For the past week, we have been hearing the familiar lyrics of the hymns to the passing of a famous man, the hosannas to his decency, his honesty, his modesty and his steady-as-she-goes qualities. It’s what we’ve come to expect on these occasions.
But this time there was extra value, for in the case of Gerald Ford, these lyrics have the added virtue of being true.
Sometimes there are two versions to these hymns — one public and one private, separate and discordant. But in Gerald Ford, the man he was in public, he was also that man in private.
Gerald Ford brought to the political arena no demons, no hidden agenda, no hit list or acts of vengeance. He knew who he was and he didn’t require consultants or gurus to change him. Moreover, the country knew who he was and despite occasional differences, large and small, it never lost its affection for this man from Michigan, the football player, the lawyer and the veteran, the Congressman and suburban husband, the champion of Main Street values who brought all of those qualities to the White House.
Once there, he stayed true to form, never believing that he was suddenly wiser and infallible because he drank his morning coffee from a cup with a presidential seal.
He didn’t seek the office. And yet, as he told his friend, the late, great journalist Hugh Sidey, he was not frightened of the task before him.
We could identify with him — all of us — for so many reasons.
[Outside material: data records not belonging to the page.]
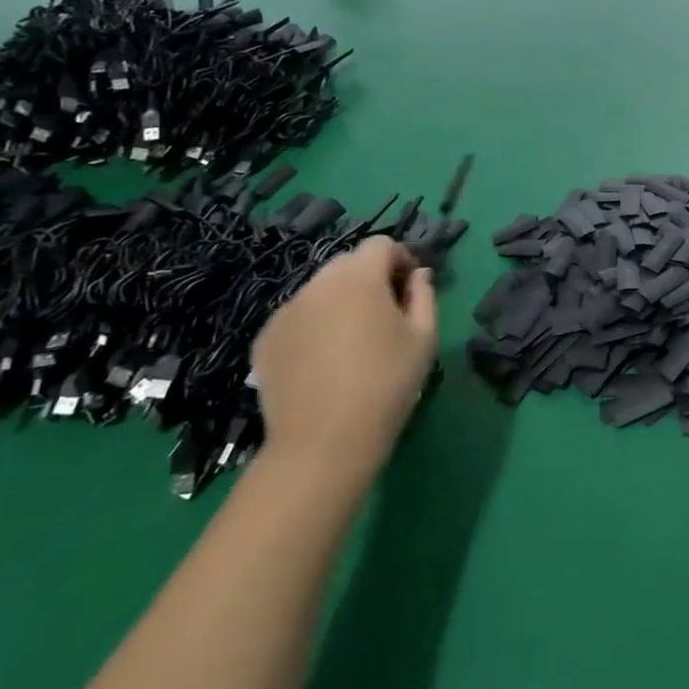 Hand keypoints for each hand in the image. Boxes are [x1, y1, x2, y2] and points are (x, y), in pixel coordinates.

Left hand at [251, 237, 437, 483]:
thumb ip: (424, 295)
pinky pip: (298, 316)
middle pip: (348, 263)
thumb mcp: (424, 338)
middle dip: (370, 278)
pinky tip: (324, 360)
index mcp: (358, 278)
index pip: (380, 245)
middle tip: (385, 314)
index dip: (400, 259)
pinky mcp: (265, 339)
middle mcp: (316, 285)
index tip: (410, 289)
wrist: (323, 444)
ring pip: (320, 290)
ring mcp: (285, 311)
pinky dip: (314, 325)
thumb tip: (418, 275)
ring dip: (341, 301)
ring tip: (352, 341)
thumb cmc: (386, 385)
Among them, we were all trapped in what passed for style in the 70’s with a wardrobe with lapels out to here, white belts, plaid jackets and trousers so patterned that they would give you a migraine. The rest of us have been able to destroy most of the evidence of our fashion meltdown, but presidents are not so lucky. Those David Kennerly photographs are reminders of his endearing qualities, but some of those jackets — I think that they’re eligible for a presidential pardon or at least a digital touchup.
As a journalist, I was especially grateful for his appreciation of our role, even when we challenged his policies and taxed his patience with our constant presence and persistence. We could be adversaries but we were never his enemy, and that was a welcome change in status from his predecessor’s time.
To be a member of the Gerald Ford White House press corps brought other benefits as well as we documented a nation and a world in transition, in turmoil. We accompanied him to audiences with the notorious and the merely powerful. We saw Tito, Franco, Sadat, Marcos, Suharto, the shah of Iran, the emperor of Japan, China with Mao Zedong, Zhou Enlai and Deng Xiaoping all at once, what was then the Soviet Union and Vladivostock with Leonid Brezhnev, and Helsinki at one of the most remarkable gatherings of leaders in the 20th century.
There were other advantages to being a member of his press corps that we didn’t advertise quite as widely. We went to Vail at Christmas and Palm Springs at Easter time with our families. Now cynics might argue that contributed to our affection for him. That is not a premise that I wish to challenge.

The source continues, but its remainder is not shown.